On imagine qu'une droite criera au complot ou à la vengeance. Pourtant, l'affaire ne date pas d'hier, mais d'il y a plus de deux ans.
Lagarde est soupçonnée d'avoir favorisé le règlement par l'arbitrage du litige qui opposait Bernard Tapie au CDR, l'établissement chargé de liquider les actifs toxiques du Crédit Lyonnais. En résumé, sur instructions gouvernementales, les responsables du CDR ont accepté d'abandonner les plaintes pour préférer le recours à l'arbitrage. Une procédure qui se solde par une condamnation ... du CDR, hors normes, pour 403 millions d'euros, dont 240 M€ au titre du
préjudice matériel ; 105 M€ pour les intérêts légaux sur préjudice
matériel ; 45 M€ au titre du préjudice moral ; et 13 M€ de frais de
liquidation.
En mai 2011, quelques semaines avant qu'elle ne remporte la désignation à la tête du FMI, nous nous interrogions. Mais comment pouvait-elle être nommée avec l'ampleur d'une affaire qui la concernait au premier chef ?

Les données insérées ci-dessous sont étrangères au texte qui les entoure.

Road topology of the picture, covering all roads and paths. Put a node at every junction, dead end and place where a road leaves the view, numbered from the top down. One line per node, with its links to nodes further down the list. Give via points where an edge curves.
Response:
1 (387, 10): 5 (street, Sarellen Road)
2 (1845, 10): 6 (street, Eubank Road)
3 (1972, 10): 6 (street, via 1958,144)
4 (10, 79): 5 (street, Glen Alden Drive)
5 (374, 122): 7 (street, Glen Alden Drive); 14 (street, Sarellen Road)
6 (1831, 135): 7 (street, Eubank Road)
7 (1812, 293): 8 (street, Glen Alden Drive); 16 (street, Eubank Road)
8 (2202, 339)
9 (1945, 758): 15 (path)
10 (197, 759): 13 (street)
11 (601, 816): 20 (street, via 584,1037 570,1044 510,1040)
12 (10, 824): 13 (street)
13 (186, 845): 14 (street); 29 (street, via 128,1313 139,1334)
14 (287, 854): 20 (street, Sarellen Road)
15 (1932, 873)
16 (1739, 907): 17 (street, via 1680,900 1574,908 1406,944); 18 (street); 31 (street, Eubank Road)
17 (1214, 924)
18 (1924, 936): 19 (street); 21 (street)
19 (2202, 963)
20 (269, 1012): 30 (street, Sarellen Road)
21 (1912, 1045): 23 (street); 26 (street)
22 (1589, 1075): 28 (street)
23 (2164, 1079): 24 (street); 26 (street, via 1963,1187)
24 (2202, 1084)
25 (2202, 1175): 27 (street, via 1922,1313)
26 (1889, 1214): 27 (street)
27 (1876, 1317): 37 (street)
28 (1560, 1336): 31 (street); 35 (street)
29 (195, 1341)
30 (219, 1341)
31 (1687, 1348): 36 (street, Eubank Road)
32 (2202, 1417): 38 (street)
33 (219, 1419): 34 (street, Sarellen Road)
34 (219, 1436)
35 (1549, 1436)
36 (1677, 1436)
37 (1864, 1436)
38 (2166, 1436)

A l'époque, les principales accusations contre Christine Lagarde n'étaient pas minces:
1. Avant l'élection de Nicolas Sarkozy à la Présidence, Bernard Tapie était en mauvaise posture, et le CDR pensait l'emporter en justice. Début 2007, le CDR refuse le recours à l'arbitrage proposé par les avocats de Bernard Tapie suggèrent une procédure
d'arbitrage. Après l'élection de Sarkozy, le CDR change d'avis. Le directeur de cabinet de Lagarde de l'époque ne cache pas le changement d'orientation. Début septembre, un projet de compromis est même établi. Il est validé en octobre par le conseil d'administration. Il comprend le nom des trois
arbitres. La Cour des Comptes mentionnera plus tard sa surprise, car « la pratique courante pour le choix des arbitres nʼa pas été suivie ».
2. La version finale du compromis d'arbitrage, signée en novembre 2007, est différente de celle approuvée par les administrations du CDR en
octobre, et sur un point majeur : le plafond de la demande
d'indemnisation des époux Tapie, fixé à 50 millions d'euros, ne
concerne plus que l'indemnisation du préjudice moral.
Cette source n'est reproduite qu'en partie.